But their October 21 letter [5] to the Education Department’s Office for
Civil Rights makes clear that their real goal is to restrict free speech,
not just “harassment,” since the letter explicitly labels constitutionally
-protected speech as “race based harassment.” It seems their real goal is
to silence dissent on campus by eliminating students’ ability to express
their opinions anonymously. The ability to speak anonymously gives moderate
and conservative students a chance to speak without vilified or punished by
left-wing campus administrators or bullied by student government officials (
who sometimes defund campus newspapers for having the temerity to print a
moderate or conservative viewpoint about a racial or sexual issue).
As their letter puts it [5], “Anonymous race-based harassment through Yik
Yak is also pervasive on college campuses. At American University in
Washington, DC, for example, Yakkers posted successive invidious comments
targeting African-Americans, such as ‘Their entire culture just isn’t
conducive to a life of success. It just isn’t. The outfits. The attitudes.
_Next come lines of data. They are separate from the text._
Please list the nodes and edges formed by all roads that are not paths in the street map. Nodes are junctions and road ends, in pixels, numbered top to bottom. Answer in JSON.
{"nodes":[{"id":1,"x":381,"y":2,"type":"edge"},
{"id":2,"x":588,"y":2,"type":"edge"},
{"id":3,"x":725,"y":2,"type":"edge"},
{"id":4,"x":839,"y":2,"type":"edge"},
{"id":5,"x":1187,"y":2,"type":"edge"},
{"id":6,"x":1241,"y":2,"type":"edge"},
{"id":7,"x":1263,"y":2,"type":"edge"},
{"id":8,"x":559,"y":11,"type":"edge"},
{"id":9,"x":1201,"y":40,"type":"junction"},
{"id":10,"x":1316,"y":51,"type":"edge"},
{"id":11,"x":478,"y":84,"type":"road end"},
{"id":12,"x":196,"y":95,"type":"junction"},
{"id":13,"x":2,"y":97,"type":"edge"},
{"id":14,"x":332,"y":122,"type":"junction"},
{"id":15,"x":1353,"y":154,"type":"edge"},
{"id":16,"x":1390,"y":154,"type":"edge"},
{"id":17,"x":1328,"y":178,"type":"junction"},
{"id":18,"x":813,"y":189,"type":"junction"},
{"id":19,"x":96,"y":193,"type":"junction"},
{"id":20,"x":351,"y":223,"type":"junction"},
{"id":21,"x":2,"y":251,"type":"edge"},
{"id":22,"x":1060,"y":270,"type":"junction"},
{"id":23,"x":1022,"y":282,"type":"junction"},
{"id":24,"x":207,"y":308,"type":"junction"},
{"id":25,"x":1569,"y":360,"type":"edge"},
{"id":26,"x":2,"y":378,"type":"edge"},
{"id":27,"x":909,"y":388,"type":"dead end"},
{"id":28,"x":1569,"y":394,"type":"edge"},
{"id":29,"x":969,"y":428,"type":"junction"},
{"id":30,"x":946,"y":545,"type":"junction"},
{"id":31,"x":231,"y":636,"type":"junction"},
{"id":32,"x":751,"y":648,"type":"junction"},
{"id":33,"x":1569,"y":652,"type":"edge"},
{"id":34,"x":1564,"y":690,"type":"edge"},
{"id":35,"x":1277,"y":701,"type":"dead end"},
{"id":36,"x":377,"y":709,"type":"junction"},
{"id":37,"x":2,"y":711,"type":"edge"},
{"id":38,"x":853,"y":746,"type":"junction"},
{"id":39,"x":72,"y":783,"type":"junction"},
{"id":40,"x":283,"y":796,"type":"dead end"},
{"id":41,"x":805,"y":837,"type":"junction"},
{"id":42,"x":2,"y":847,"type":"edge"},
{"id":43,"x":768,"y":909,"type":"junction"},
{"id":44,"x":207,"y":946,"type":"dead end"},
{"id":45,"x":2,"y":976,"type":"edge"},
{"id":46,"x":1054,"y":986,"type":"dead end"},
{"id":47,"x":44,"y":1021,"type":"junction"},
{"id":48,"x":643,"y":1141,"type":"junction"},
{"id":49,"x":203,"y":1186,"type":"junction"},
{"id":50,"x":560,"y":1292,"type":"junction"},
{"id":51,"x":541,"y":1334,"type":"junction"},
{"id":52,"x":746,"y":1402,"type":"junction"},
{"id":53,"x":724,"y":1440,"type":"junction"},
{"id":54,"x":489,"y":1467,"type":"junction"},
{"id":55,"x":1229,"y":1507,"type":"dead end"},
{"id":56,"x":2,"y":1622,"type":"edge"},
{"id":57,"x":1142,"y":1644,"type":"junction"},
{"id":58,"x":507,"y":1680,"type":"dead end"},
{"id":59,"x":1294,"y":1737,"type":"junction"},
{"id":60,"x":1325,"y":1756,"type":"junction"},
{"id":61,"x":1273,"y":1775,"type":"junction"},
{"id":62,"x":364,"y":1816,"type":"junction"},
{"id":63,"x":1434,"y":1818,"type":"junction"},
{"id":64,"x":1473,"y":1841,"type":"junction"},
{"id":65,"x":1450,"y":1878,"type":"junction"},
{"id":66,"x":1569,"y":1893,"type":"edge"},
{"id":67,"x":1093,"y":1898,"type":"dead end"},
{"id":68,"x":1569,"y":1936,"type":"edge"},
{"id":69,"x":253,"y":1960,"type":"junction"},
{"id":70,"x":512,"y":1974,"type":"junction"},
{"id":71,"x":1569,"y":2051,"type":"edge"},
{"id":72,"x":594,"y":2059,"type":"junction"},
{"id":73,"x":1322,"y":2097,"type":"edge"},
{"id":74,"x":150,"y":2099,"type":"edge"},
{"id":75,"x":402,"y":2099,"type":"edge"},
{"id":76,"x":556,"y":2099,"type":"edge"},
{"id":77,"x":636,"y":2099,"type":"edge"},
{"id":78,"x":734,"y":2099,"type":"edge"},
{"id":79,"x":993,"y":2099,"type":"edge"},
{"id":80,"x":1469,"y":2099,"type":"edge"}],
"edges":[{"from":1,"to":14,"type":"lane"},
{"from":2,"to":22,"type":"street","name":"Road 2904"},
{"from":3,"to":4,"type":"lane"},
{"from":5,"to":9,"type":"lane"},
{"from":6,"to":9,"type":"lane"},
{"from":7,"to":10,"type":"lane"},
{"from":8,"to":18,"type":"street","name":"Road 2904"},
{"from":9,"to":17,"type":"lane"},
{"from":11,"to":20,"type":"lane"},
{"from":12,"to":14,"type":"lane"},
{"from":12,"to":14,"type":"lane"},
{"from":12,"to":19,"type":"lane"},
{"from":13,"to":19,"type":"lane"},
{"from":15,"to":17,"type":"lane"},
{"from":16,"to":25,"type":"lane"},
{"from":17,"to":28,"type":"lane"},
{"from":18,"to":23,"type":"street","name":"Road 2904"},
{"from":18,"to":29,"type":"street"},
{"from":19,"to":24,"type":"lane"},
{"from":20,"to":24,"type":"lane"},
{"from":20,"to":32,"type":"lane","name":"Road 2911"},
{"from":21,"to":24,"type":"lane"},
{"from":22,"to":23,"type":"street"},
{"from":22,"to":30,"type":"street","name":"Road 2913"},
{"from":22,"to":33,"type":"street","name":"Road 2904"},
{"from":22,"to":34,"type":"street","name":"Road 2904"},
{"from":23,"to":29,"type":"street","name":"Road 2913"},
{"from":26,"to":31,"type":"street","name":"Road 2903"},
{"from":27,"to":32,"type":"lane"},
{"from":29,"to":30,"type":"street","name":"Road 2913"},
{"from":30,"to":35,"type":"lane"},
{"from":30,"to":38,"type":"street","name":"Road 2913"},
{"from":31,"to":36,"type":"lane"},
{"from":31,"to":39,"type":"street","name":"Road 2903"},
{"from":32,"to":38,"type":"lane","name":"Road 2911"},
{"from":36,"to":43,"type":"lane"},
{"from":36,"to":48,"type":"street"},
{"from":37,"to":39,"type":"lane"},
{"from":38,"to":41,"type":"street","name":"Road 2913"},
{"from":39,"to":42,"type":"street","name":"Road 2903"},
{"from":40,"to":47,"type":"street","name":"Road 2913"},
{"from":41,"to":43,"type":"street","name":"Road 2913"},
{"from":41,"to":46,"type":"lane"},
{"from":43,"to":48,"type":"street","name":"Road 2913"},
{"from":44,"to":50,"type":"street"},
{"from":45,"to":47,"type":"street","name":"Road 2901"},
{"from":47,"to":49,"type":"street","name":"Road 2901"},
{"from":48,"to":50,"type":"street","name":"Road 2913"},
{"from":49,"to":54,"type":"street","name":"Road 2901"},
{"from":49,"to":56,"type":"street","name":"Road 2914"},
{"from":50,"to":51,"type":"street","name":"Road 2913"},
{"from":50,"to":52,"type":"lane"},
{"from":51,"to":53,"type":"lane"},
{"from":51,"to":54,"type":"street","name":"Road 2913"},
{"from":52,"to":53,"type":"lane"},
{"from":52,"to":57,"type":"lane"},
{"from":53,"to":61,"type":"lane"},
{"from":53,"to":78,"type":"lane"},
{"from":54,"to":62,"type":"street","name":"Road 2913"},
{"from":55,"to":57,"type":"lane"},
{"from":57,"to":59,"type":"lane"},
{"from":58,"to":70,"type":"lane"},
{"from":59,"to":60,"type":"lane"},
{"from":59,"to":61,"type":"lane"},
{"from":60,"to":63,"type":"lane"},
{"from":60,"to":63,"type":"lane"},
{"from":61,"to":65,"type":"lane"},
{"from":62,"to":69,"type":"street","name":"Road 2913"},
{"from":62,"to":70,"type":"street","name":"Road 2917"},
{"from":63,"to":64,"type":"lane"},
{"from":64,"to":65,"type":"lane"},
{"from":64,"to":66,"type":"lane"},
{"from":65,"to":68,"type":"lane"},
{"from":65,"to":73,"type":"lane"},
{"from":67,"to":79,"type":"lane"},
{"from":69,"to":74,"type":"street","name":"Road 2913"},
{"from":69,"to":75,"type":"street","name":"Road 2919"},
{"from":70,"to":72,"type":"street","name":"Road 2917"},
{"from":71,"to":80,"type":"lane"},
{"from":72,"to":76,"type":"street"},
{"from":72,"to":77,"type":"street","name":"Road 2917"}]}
The behavior.'” Regardless of whether this sentiment is racist, it
certainly is not “harassment.” Indeed, even black newspaper columnists and
entertainers regularly lament cultural impediments to success in the black
community. Moreover, there is no “racism” exception to the First Amendment
. In 1993, a federal appeals court cited the First Amendment to overturn [6
] a fraternity’s discipline for a racist, sexist “ugly woman” skit, in
Iota Xi Chapter of Sigma Chi Fraternity v. George Mason University. And
calling racist viewpoints “harassment” does not change this, because as
another federal appeals court explained in DeJohn v. Temple University (2008
), “there is no ‘harassment exception'” to free speech about racial and
sexual issues on campus.
Requiring colleges to punish what is perceived to be “race-based” speech
would endanger even viewpoints that are mainstream positions in society at
large, but are disapproved of by politically-correct college campus
administrators. Under campus hate speech and “harassment” codes, students
have been subjected [7] to campus disciplinary proceedings, in violation of
the First Amendment, merely for expressing commonplace opinions [8] about
sexual and racial issues, such as criticizing feminism or affirmative action
, or discussing homosexuality or the role of race in the criminal justice
system.
Wesleyan University in Connecticut provides a recent example of how even
mainstream conservative viewpoints are targeted for suppression on campus,
in a saga so extreme that it drew criticism from the generally liberal
Washington Post [9] columnist Catherine Rampell [10]:
“In September, sophomore Bryan Stascavage — a 30-year-old Iraq veteran and
self-described ‘moderate conservative’ — wrote a column for the Wesleyan
Argus. In it, he criticized the Black Lives Matter movement — not the
movement’s mission or motivations, but its tactics and messaging,
particularly those of its more anti-cop fringe elements.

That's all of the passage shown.